Daily Aspirin Therapy: The Benefits And Risks


It’s no secret that heart disease is the nation’s number one killer. Historically, doctors recommended aspirin to high-risk patients as a harmless way to keep heart disease at bay. And for good reason – studies have shown that aspirin can reduce inflammation, prevents blood clots and lowers the risk of death among people suffering from a heart attack. But it turns out, there’s more to the story.

While taking an occasional aspirin to quiet headaches, muscle strain or inflammation is generally safe, popping an aspirin daily comes with some serious risks, including internal bleeding.

Here are seven facts to consider before you begin an aspirin therapy regimen:

1. The Food and Drug Administration (FDA) has never approved aspirin for primary prevention. For decades, doctors have prescribed aspirin to patients with no history of heart disease to prevent a future event. However, the American College of Cardiology no longer recommends daily aspirin to patients at low risk of a heart attack or stroke. This latest research explains that the risk of taking aspirin daily (between 81 and 162 milligrams) outweighs the potential benefits.

2. Low-dose aspirin can have serious unwanted effects. Aspirin thins the blood (that’s how it prevents blood clots), so it’s no surprise that taking a daily aspirin increases the risk of internal bleeding. Usually, it causes bleeding in the gastrointestinal tract (primarily the stomach and small intestines), but bleeding can also occur in other areas of the body. If you are at risk for internal bleeding or experience stomach irritation while talking aspirin, talk to your doctor right away.

3. Statins are safer for primary prevention than aspirin. If you’re concerned about your heart disease risk, ask your doctor if you’re an appropriate candidate for a class of drugs called statins. Studies published in the Journal of the American Medical Association report that statins not only reduce cholesterol levels in the blood, they can also lower the risk of heart attack, stroke and even death from heart disease by up to 20-30 percent. During an office visit, your doctor can assess your 10-year risk of suffering from a heart event. If it’s over 7.5 percent, taking a statin may be your best bet.

4. Popping a daily aspirin could save your life if you’ve had a previous stroke or heart attack. If you have had a stroke or heart attack before, your doctor will likely recommend daily aspirin therapy. Taking aspirin daily can help reduce the chance that blood clots will form inside diseased arteries. It can also minimize heart damage during a heart attack – preventing the occurrence of future events.

5. Age makes a difference. According to the U.S. Preventative Services Task Force, daily aspirin is typically considered most effective for adults age 50 to 59 who have had a cardiac episode before. In some cases, aspirin can still be used as a preventative method if you are between ages 50 to 70 and are at low risk of internal bleeding. Healthy, low-risk patients younger than 50 and older than 70 can put themselves at risk by using aspirin.

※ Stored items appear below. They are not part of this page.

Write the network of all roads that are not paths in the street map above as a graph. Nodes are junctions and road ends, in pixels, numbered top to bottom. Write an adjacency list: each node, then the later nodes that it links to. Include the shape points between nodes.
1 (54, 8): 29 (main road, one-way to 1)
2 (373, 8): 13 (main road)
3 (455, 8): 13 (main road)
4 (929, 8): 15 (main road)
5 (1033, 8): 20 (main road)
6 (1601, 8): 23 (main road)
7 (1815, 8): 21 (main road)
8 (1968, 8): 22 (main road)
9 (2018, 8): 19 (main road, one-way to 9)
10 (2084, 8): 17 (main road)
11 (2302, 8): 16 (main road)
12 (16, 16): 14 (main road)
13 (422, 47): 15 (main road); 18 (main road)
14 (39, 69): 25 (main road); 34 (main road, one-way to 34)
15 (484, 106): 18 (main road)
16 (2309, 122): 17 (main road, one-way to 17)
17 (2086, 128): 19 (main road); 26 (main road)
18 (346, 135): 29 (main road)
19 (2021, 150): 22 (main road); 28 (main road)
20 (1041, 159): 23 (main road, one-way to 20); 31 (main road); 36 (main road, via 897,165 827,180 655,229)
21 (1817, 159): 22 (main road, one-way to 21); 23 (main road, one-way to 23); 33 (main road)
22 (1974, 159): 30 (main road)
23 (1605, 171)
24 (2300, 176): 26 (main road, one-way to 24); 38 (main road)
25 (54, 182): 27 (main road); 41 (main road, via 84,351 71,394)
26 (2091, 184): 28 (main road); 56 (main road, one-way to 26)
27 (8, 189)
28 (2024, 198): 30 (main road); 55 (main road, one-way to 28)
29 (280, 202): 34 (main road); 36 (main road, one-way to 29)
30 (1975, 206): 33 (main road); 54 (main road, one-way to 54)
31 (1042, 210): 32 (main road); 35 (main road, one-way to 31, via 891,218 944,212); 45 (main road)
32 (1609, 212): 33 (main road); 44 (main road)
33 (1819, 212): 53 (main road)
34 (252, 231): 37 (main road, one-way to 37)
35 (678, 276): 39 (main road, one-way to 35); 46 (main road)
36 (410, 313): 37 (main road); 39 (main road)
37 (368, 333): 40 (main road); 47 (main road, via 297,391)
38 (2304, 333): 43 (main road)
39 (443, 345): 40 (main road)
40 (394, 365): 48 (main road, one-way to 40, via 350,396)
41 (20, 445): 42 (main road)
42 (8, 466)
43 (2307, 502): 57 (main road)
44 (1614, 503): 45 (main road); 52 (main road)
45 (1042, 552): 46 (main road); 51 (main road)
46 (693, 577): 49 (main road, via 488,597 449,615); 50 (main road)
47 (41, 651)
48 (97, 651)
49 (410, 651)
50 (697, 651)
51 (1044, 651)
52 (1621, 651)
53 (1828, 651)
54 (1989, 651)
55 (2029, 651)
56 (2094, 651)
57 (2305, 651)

6. Combining aspirin with some medications may lead to serious complications. Like aspirin, non-steroidal anti-inflammatory medications, or NSAIDs, such as ibuprofen (Advil) and naproxen (Aleve), thin the blood and reduce clotting. Taken together, the two can increase your risk of internal bleeding. Also, taking an NSAID before you take your aspirin may minimize the desired effects for prevention of heart attack or stroke. Other drugs, too, increase your risk of bleeding, including warfarin (Coumadin), corticosteroids and some antidepressants. If you need to take any of these regularly, talk to your doctor about alternative or additional therapies that may protect you from gastrointestinal bleeding (like switching to acetaminophen-based pain medications (Tylenol) or taking Prilosec).

7. Stopping aspirin without physician instruction could have deadly consequences. If you have had a previous heart attack, bypass surgery or have a stent placed in one or more of your heart arteries, you should always talk to your doctor before making any changes to your aspirin regimen. While it may be necessary to hold your aspirin temporarily for a procedure or surgery, these interruptions should be brief and infrequent.

The bottom line – healthy lifestyle changes are the most effective way to prevent a first heart attack or stroke. If you smoke, stop. If you’re stressed, implement relaxation techniques. If you’re inactive, get moving. And if you eat junk, clean up your diet. Together these strategies can dramatically reduce your risk of heart disease.

No matter what you do though, never self-prescribe aspirin without getting an accurate heart assessment. Only then will you and your doctor really know whether the benefits of aspirin therapy outweigh the potential risks.